5 thoughts on “Recipes

  1. I have family roots in Cornwall & have been browsing the recipes with interest.
    However, I noticed that in the recipe for Cornish Beefburgers, there is no cooking time indicated.

    1. Hi Sally: a very good question! Cooking time will depend on quite a few variables: how thick the burger is; how lean the mince is; whether or not the person eating it likes it really well cooked, medium or rare (apparently, many of our chums in the USA seem to like it this way), and the intensity/temperature of the barbecue heat. I would not advise eating a burger rare unless you are very sure of where the meat came from and how it was processed – for example, whether it was minced at home from diced beef or a steak. My preference is to cook through thoroughly on the grill, turn often, and make sure it is cooked all the way through (that is, there is no pink meat inside): and I eat beef I rear myself. Then again, I don’t like a steak or even a roast on the pink side! However, with mince it is always sensible to err on the side of caution as if you are buying it in then there is a slight risk of bacteria if it is consumed raw or semi-raw which you don’t get with unprocessed meat.
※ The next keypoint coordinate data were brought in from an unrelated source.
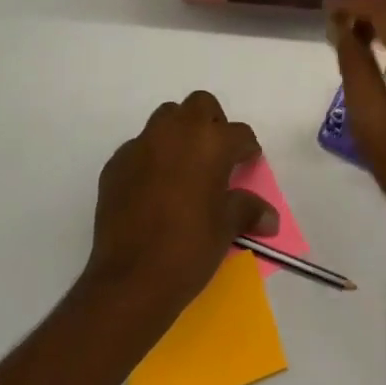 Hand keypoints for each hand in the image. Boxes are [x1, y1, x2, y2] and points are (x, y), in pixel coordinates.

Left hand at [84, 91, 278, 319]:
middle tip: (216, 155)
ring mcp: (141, 144)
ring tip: (185, 166)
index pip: (239, 133)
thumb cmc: (189, 247)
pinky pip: (139, 148)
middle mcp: (175, 132)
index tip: (248, 163)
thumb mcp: (226, 228)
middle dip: (212, 123)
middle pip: (200, 105)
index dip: (247, 148)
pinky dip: (151, 158)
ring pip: (166, 119)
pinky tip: (153, 188)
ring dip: (179, 133)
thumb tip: (270, 218)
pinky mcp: (116, 163)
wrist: (131, 279)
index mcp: (210, 142)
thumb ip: (247, 210) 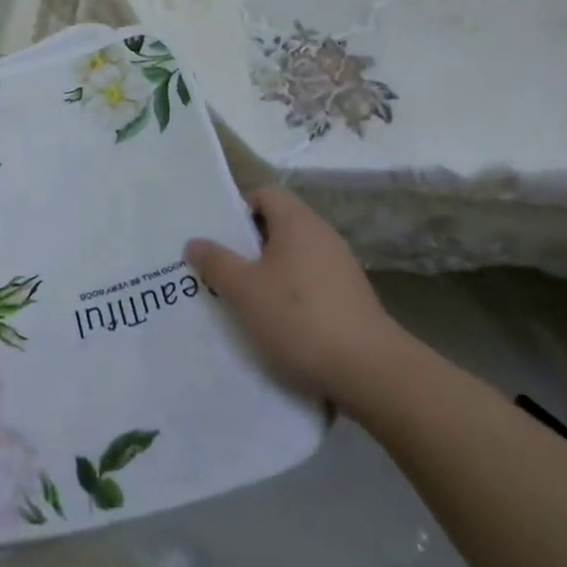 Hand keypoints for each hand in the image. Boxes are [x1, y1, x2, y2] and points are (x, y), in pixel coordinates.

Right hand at [185, 187, 414, 414]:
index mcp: (298, 222)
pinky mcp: (353, 299)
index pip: (265, 194)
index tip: (220, 237)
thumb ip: (216, 262)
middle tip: (223, 269)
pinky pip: (313, 283)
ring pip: (295, 257)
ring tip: (246, 300)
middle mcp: (323, 236)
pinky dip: (294, 295)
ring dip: (271, 273)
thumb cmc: (299, 318)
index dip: (239, 209)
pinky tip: (281, 324)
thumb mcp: (244, 290)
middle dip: (250, 245)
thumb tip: (194, 241)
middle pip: (279, 225)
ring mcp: (343, 268)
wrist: (372, 372) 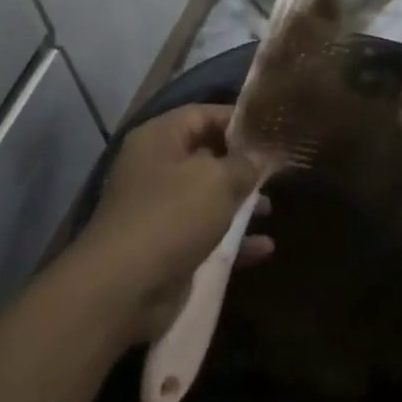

  2. How interesting that around christmas time when we didn’t have a mincemeat pie I explained to my grown children that when I was a child my grandmother used to make me something called kiddley broth from her homemade stale bread and she also made mincemeat pie from scratch. I now have proof that I wasn’t making it up as they suggested.